Kristina has found cheaper home-based options for care, but decided they weren’t the right fit. A friend recommended one that charged only $200 a week.

“It was a windowless basement. It had nine kids with one caretaker,” she says. “There were two infants and the rest were older children. But we just didn’t get the confidence that it was a safe place.”

Kristina also considered sharing a nanny with other parents, but she worried about trying to match schedules and making sure others wouldn’t drop out.

Lawmakers Put Child Care Costs On The Ballot

Concerns about unaffordable child care aren’t limited to this region, though the high cost of living here can make the situation more dire for parents. Some presidential candidates have put forward plans for affordable child care. And lawmakers have passed legislation aimed at cutting costs over the years.

D.C., for instance, has free full-day pre-kindergarten for three- and four-year-olds. For low-income families, programs like Head Start can offset costs. But Dobbins says there’s still a lack of support for middle-income families.

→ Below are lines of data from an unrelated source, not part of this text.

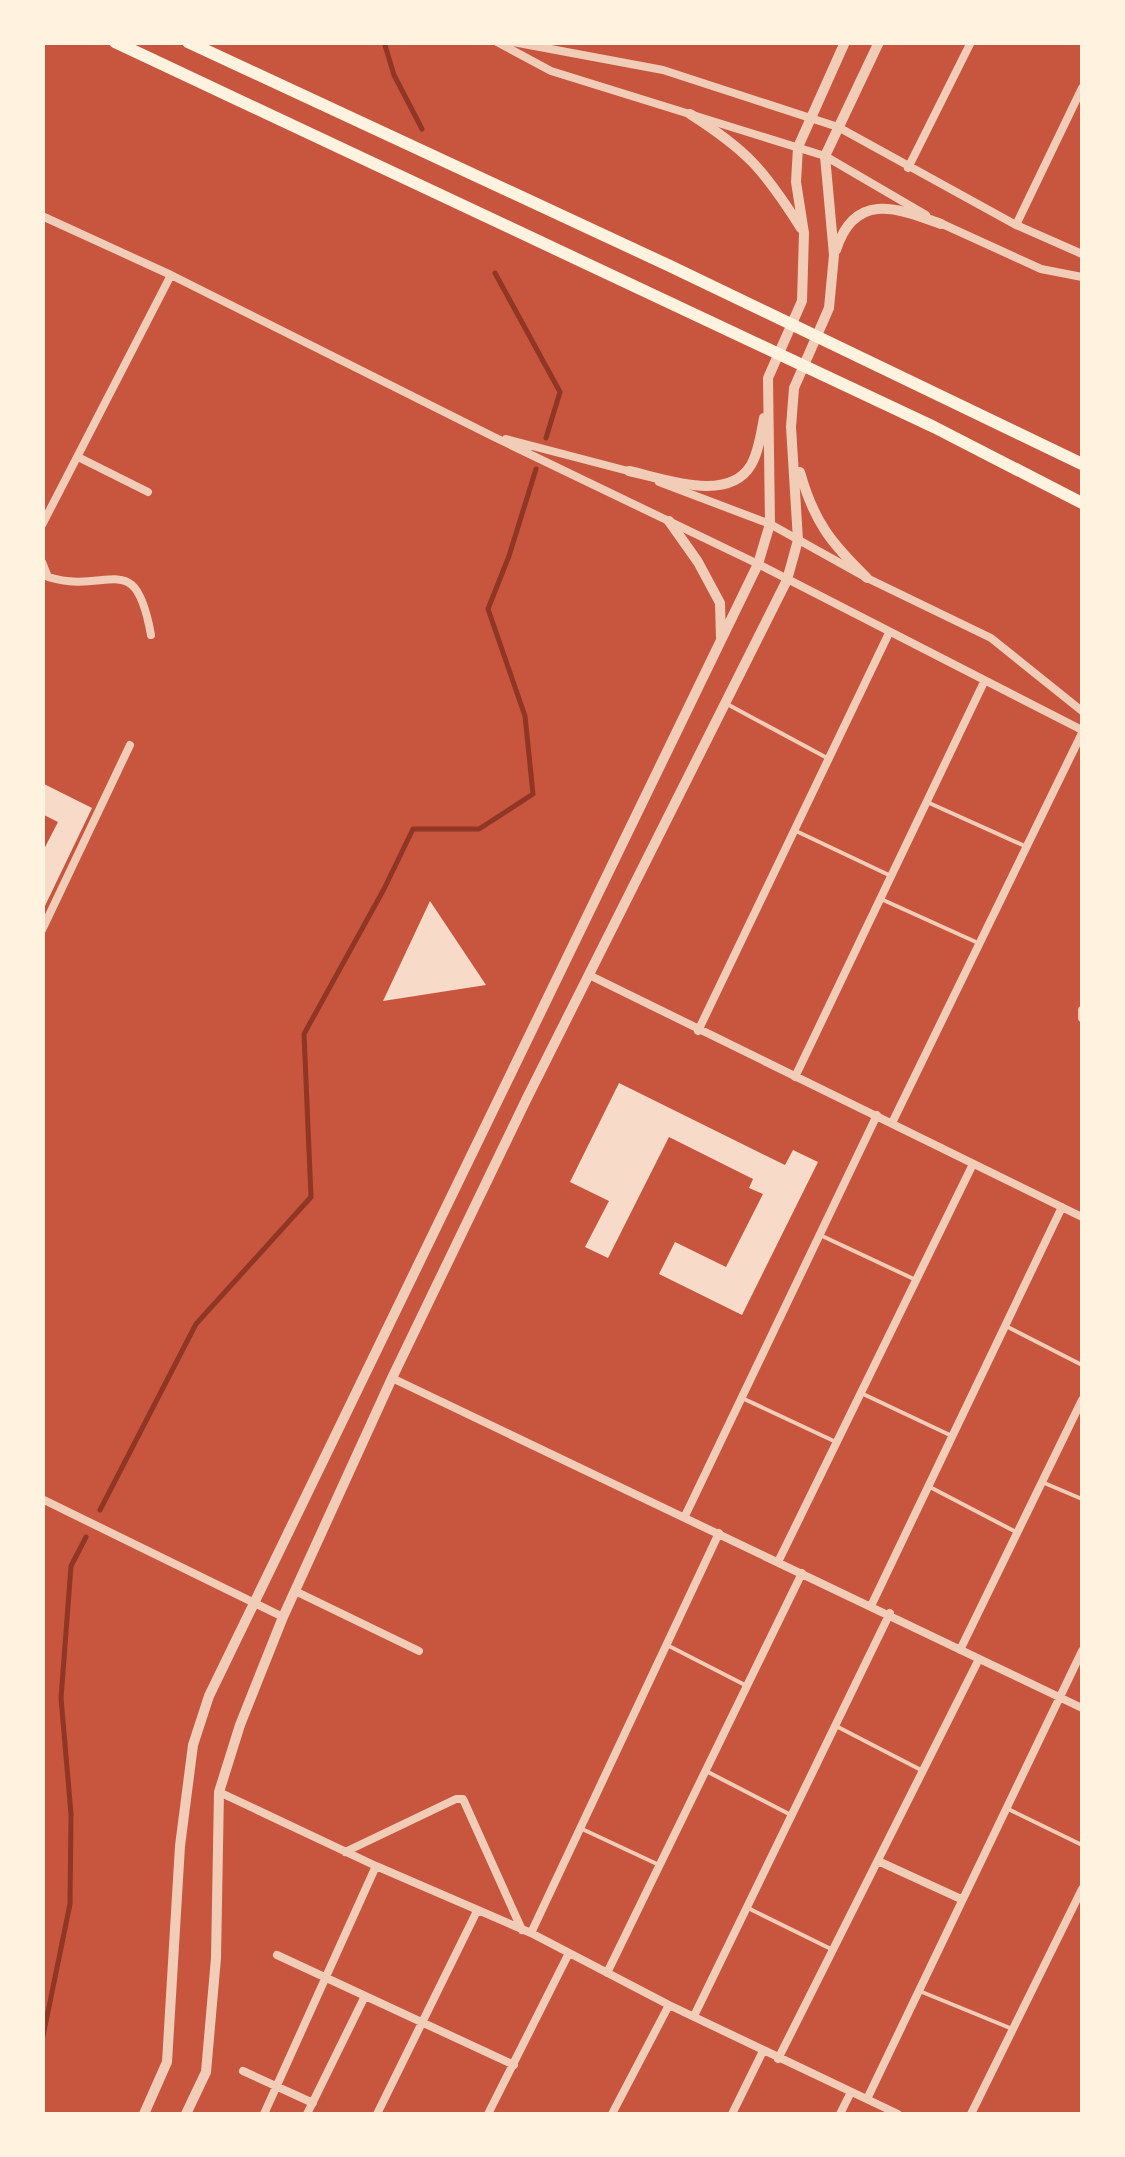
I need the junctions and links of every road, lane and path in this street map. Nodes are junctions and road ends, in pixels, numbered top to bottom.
1 (115, 42) edge
2 (188, 42) edge
3 (496, 42) edge
4 (513, 42) edge
5 (845, 42) edge
6 (879, 42) edge
7 (972, 42) edge
8 (1082, 88) edge
9 (690, 114) junction
10 (811, 117) junction
11 (838, 127) junction
12 (798, 147) junction
13 (825, 156) junction
14 (908, 168) junction
15 (42, 216) edge
16 (941, 224) junction
17 (1016, 224) junction
18 (804, 233) junction
19 (1082, 254) edge
20 (834, 255) junction
21 (171, 275) junction
22 (1082, 277) edge
23 (767, 399) junction
24 (792, 427) junction
25 (492, 436) junction
26 (78, 457) junction
27 (1082, 464) edge
28 (630, 471) junction
29 (148, 492) dead end
30 (1082, 503) edge
31 (669, 521) junction
32 (770, 524) junction
33 (42, 526) edge
34 (798, 540) junction
35 (42, 562) edge
36 (758, 564) junction
37 (867, 578) junction
38 (787, 580) junction
39 (889, 633) junction
40 (151, 634) dead end
41 (722, 639) junction
42 (984, 682) junction
43 (725, 704) junction
44 (1082, 711) edge
45 (1082, 731) edge
46 (130, 745) dead end
47 (829, 758) junction
48 (927, 802) junction
49 (794, 830) junction
50 (1026, 848) junction
51 (891, 876) junction
52 (880, 898) junction
53 (42, 930) edge
54 (980, 944) junction
55 (589, 975) junction
56 (698, 1030) junction
57 (796, 1077) junction
58 (503, 1088) junction
59 (527, 1098) junction
60 (877, 1115) junction
61 (892, 1123) junction
62 (973, 1164) junction
63 (1062, 1208) junction
64 (1082, 1217) edge
65 (820, 1235) junction
66 (916, 1280) junction
67 (1006, 1326) junction
68 (1082, 1365) edge
69 (392, 1378) junction
70 (860, 1393) junction
71 (742, 1398) junction
72 (1082, 1400) edge
73 (1078, 1421) edge
74 (952, 1436) junction
75 (836, 1442) junction
76 (1042, 1482) junction
77 (928, 1486) junction
78 (42, 1499) edge
79 (1082, 1499) edge
80 (686, 1516) junction
81 (719, 1532) junction
82 (1016, 1532) junction
83 (778, 1562) junction
84 (802, 1573) junction
85 (295, 1592) junction
86 (254, 1600) junction
87 (871, 1606) junction
88 (890, 1613) junction
89 (283, 1616) junction
90 (664, 1644) junction
91 (960, 1650) junction
92 (419, 1651) dead end
93 (1082, 1651) edge
94 (979, 1659) junction
95 (748, 1686) junction
96 (1060, 1698) junction
97 (1082, 1708) edge
98 (836, 1726) junction
99 (921, 1770) junction
100 (707, 1772) junction
101 (219, 1792) junction
102 (1006, 1808) junction
103 (792, 1816) junction
104 (580, 1828) junction
105 (1082, 1845) edge
106 (345, 1852) junction
107 (878, 1860) junction
108 (376, 1866) junction
109 (661, 1866) junction
110 (1082, 1889) edge
111 (961, 1899) junction
112 (748, 1908) junction
113 (477, 1911) junction
114 (527, 1932) junction
115 (834, 1950) junction
116 (568, 1954) junction
117 (277, 1956) dead end
118 (607, 1974) junction
119 (324, 1977) junction
120 (918, 1990) junction
121 (364, 1996) junction
122 (668, 2004) junction
123 (694, 2016) junction
124 (422, 2023) junction
125 (1013, 2030) junction
126 (763, 2051) junction
127 (778, 2059) junction
128 (514, 2064) junction
129 (243, 2071) dead end
130 (276, 2086) junction
131 (851, 2092) junction
132 (866, 2099) junction
133 (313, 2103) junction
134 (144, 2114) edge
135 (186, 2114) edge
136 (264, 2114) edge
137 (307, 2114) edge
138 (377, 2114) edge
139 (488, 2114) edge
140 (612, 2114) edge
141 (732, 2114) edge
142 (840, 2114) edge
143 (898, 2114) edge
144 (971, 2114) edge

1 - 30 main road
2 - 27 main road
3 - 9 street
4 - 10 street
5 - 10 street
6 - 11 street
7 - 14 street
8 - 17 street
9 - 12 street
9 - 18 street
10 - 11 street
10 - 12 street
11 - 13 street
11 - 14 street
12 - 13 street
12 - 18 street
13 - 16 street
13 - 20 street
14 - 17 street
15 - 21 street
16 - 20 street
16 - 22 street
17 - 19 street
18 - 23 street
20 - 24 street
21 - 25 street
21 - 26 street
23 - 28 street
23 - 32 street
24 - 34 street
24 - 37 street
25 - 28 street
25 - 31 street
26 - 29 street
26 - 33 street
28 - 32 street
31 - 36 street
31 - 41 street
32 - 34 street
32 - 36 street
34 - 37 street
34 - 38 street
35 - 40 street
36 - 38 street
36 - 41 street
37 - 44 street
38 - 39 street
38 - 43 street
39 - 42 street
39 - 47 street
41 - 58 street
42 - 45 street
42 - 48 street
43 - 47 lane
43 - 55 street
45 - 50 street
46 - 53 street
47 - 49 street
48 - 50 lane
48 - 51 street
49 - 51 lane
49 - 56 street
50 - 54 street
51 - 52 street
52 - 54 lane
52 - 57 street
54 - 61 street
55 - 56 street
55 - 59 street
56 - 57 street
57 - 60 street
58 - 59 street
58 - 86 street
59 - 69 street
60 - 61 street
60 - 65 street
61 - 62 street
62 - 63 street
62 - 66 street
63 - 64 street
63 - 67 street
65 - 66 lane
65 - 71 street
66 - 70 street
67 - 68 lane
67 - 74 street
69 - 80 street
69 - 85 street
70 - 74 lane
70 - 75 street
71 - 75 lane
71 - 80 street
72 - 73 street
73 - 76 street
74 - 77 street
75 - 83 street
76 - 79 lane
76 - 82 street
77 - 82 lane
77 - 87 street
78 - 86 street
80 - 81 street
81 - 83 street
81 - 90 street
82 - 91 street
83 - 84 street
84 - 87 street
84 - 95 street
85 - 89 street
85 - 92 street
86 - 89 street
86 - 134 street
87 - 88 street
88 - 91 street
88 - 98 street
89 - 101 street
90 - 95 lane
90 - 104 street
91 - 94 street
93 - 96 street
94 - 96 street
94 - 99 street
95 - 100 street
96 - 97 street
96 - 102 street
98 - 99 lane
98 - 103 street
99 - 107 street
100 - 103 lane
100 - 109 street
101 - 106 street
101 - 135 street
102 - 105 lane
102 - 111 street
103 - 112 street
104 - 109 lane
104 - 114 street
106 - 108 street
106 - 114 street
107 - 111 street
107 - 115 street
108 - 113 street
108 - 119 street
109 - 118 street
110 - 125 street
111 - 120 street
112 - 115 lane
112 - 123 street
113 - 114 street
113 - 124 street
114 - 116 street
115 - 127 street
116 - 118 street
116 - 128 street
117 - 119 street
118 - 122 street
119 - 121 street
119 - 130 street
120 - 125 lane
120 - 132 street
121 - 124 street
121 - 133 street
122 - 123 street
122 - 140 street
123 - 126 street
124 - 128 street
124 - 138 street
125 - 144 street
126 - 127 street
126 - 141 street
127 - 131 street
128 - 139 street
129 - 130 street
130 - 133 street
130 - 136 street
131 - 132 street
131 - 142 street
132 - 143 street
133 - 137 street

And multiple researchers say these high costs have an adverse effect on the overall economy, particularly when parents choose to leave the workforce.

“In Maryland, in particular, we know that it is about $2.4 billion dollars that businesses lose when parents are absent because of child care crises.”

“The impact on the entire country in terms of our economics is $57 billion dollars in losses,” Dobbins says. “And in Maryland, in particular, we know that it is about $2.4 billion dollars that businesses lose when parents are absent because of child care crises.”

Child care advocates are hopeful things will get easier. In Maryland lawmakers recently raised the threshold for child care subsidies so now a family of four making about $71,525 a year can receive support. There’s also a lively debate in Montgomery County about expanding pre-kindergarten programs.

But for families like Kristina and Jason Salguero the clock is ticking. They are making major life-changing decisions about the size of their family. And those choices hinge on the cost of child care.